Bed Rest

at the ripe old gestation of 8 weeks, prescribed on the basis that the fat lady has not yet definitively sung. The area of endometrium that has, for reasons known only to itself, decided to fall off and haemorrhage badly (heparin and aspirin are not helping the oh-dear-God-so-much-blood situation) is situated below Turbo and not above. Turbo is still there, still struggling bravely to stay alive – albeit mysteriously shrunk 1.5mm overnight – and probably eyeing the immediately-adjacent-to-gestational-sac source of the bloody torrent with well-founded apprehension.
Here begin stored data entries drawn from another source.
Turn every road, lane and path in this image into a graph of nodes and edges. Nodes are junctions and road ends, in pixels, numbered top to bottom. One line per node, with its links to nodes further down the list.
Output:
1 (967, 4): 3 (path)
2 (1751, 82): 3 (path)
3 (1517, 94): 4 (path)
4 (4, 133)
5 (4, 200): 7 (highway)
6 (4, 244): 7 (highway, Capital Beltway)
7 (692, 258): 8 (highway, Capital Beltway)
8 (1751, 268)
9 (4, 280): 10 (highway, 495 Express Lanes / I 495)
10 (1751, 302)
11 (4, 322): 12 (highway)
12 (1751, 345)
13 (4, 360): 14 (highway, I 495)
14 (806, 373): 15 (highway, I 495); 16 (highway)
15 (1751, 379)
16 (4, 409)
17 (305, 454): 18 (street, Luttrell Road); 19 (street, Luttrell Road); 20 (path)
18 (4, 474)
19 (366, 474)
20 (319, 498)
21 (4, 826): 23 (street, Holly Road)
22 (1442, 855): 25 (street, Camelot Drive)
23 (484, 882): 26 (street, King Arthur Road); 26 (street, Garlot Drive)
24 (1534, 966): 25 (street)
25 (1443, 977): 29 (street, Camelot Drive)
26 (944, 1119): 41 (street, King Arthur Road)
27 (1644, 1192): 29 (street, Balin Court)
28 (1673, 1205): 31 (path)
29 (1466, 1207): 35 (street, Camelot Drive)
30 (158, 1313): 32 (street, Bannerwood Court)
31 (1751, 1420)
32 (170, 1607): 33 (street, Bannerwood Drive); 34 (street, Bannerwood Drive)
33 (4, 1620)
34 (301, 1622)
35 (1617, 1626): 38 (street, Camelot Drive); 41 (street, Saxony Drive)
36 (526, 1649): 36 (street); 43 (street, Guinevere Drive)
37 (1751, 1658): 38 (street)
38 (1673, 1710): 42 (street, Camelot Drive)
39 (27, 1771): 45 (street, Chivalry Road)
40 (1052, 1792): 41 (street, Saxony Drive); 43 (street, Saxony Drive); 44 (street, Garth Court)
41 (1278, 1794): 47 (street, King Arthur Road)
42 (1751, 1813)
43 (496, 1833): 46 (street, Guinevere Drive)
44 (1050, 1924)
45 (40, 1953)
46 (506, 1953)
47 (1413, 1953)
It would be unlike me to get things over with in a mere 24 hours; that is not usually how I fail at pregnancy. Not for me, the swift clean ending. I fear I must trespass on your spectacularly kind limb-holding a trifle longer. Little Turbo’s demise, if demise there be (and oh, how I am miserably expecting to let you down, Turbo. I am powerless to rescue you from this lethally faulty housing I have hopefully, naively, installed you in. How did I ever think I might avoid disaster this time?) will likely be a protracted affair.

I have, of course, been told to go straight back if the pain or bleeding gets worse, but my biggest immediate fear is miscarrying without warning at home, and having to take pregnancy sac – assuming I manage to save it from a watery and ignominious toilet grave – back to hospital for tests. Which has happened before.

Poor Turbo. Poor John. Poor Me.

And It Gets Worse

The spotting stopped fairly quickly. Unfortunately, it was succeeded this morning by a sudden, heavy, haemorrhaging bleed with clots that instantly soaked an entire pad.

This is what you get for starting to hope.